National Domestic Violence Hotline Blog

Today on Katie Couric: Dating Abuse

Katie Couric’s talk show Katie is discussing dating abuse on today’s episode airing at 4 p.m. Eastern/3 p.m. Central.

The show will feature survivors of dating abuse and the family of Yeardley Love, who was murdered by her boyfriend in 2010. To find your local time and channel to watch Katie, please click here. To learn more about the One Love Foundation in honor of Yeardley Love, please click here.

Here’s a preview of the show:

9 replies
  1. Shaunda says:

    I’m out of steam. I used to be like The Little Engine That Could but now I have lost my “get up and go.” First off I am homeless. In the past four years I’ve been homeless 3 times, despite being a Veteran, despite owning my own successful business, which was featured twice on a major national network, despite being somewhat a local “celebrity.” Six years ago I was a home & business owner in Texas, but after marrying & moving &later divorcing I am fighting to keep my head up. My self esteem has been stomped into the ground by people I thought loved & cared for me.
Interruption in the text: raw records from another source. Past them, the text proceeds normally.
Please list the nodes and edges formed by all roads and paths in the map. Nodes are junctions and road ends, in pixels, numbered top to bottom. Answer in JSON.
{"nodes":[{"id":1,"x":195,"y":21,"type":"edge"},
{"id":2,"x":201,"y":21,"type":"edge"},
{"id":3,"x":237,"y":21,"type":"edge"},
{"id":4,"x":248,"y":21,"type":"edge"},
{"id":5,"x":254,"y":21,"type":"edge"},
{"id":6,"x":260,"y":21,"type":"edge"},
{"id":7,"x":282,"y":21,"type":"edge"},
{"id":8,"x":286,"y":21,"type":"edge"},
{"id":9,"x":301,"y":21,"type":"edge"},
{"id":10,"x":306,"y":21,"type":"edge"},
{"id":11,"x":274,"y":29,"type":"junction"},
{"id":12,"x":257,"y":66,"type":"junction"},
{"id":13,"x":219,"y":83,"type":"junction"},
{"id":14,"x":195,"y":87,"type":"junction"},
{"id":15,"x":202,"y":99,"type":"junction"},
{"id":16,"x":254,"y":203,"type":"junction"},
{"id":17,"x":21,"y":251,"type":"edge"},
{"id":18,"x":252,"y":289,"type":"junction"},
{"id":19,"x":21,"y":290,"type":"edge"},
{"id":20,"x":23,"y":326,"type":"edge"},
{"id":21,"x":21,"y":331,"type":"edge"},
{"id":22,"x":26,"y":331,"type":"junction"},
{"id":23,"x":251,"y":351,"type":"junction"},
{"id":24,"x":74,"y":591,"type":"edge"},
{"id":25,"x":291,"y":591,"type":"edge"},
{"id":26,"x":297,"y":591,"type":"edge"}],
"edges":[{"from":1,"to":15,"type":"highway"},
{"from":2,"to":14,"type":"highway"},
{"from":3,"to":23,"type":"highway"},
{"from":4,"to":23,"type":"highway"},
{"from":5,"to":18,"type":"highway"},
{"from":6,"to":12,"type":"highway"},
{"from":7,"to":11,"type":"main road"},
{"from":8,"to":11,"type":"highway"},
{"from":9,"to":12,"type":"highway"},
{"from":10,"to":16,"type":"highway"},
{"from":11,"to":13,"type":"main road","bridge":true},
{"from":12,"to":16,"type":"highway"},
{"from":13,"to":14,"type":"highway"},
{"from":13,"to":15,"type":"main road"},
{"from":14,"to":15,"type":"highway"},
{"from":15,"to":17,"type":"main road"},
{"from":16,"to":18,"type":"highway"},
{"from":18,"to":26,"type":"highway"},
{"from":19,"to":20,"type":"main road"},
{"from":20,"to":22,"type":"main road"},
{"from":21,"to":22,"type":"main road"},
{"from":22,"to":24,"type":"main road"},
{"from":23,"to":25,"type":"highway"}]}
I don’t know why I can’t pull myself up by my bootstraps & continue on as I have done before. I woke up this morning with a feeling of despair & “not wanting to be here”, by no means do I want to harm myself, but I if I had a magic wand to make myself disappear I would gladly do so. I am a creative, energetic, focused go getter who is now stuck in a rut of helplessness and UGH! I hope that makes sense. Not only am I dealing with being homeless & literally lost, two years ago my son was diagnosed with cancer, I was raped in 2011 & told by a judge that I would have to take a lie detector test to prove it, I lost custody of two of my children whom I was trying to protect from being abused & I spent 12 days in jail after never having a record. I NEED A NEW LIFE or a do-over, to re-invent myself to be the REAL me! Everyone tells me they envy the type of person I am but they don’t know that that person is slowly going away. I can only fight for so long, & I feel the fight in me slipping away. I wonder everyday how to get the pep back in my step, I see a therapist at the VA but I am still not able to talk to & encourage myself to keep on going. I’ve done it before, I can do it again, right? I just don’t know anymore. I’m hurt, weak, and sad. I know that it is a day by day process, I’ve even broken it down to a second by second process, that’s how I make it through the days – sometimes.

    • HotlineAdmin_MB says:

      Shaunda,

      I can hear the strength and courage in the posts you have shared with our blog community. I can tell you are doing all you can to get yourself into a better environment despite the obstacles in your path. I understand the want of a magic wand to fix things. Leaving an abusive relationship, fighting for your children, finding a place to live can be very challenging steps. You mention that you’ve picked yourself up before and I feel you can do it again. I don’t know if you have already reached out to Domestic Violence services in your city, but you can call the Hotline for referrals. I am glad you have found a counselor to help you through the healing process.

      It seems you feel comfortable sharing with others online. There is a website, http://www.cafemom.com, that has support for mothers who have been victims of abuse. Maybe you can reach out for additional support from others who understand what you have been through. You are always welcome to call 1-800-799-7233, the Hotline, for further guidance and support as well. Thank you for reaching out to our blog community.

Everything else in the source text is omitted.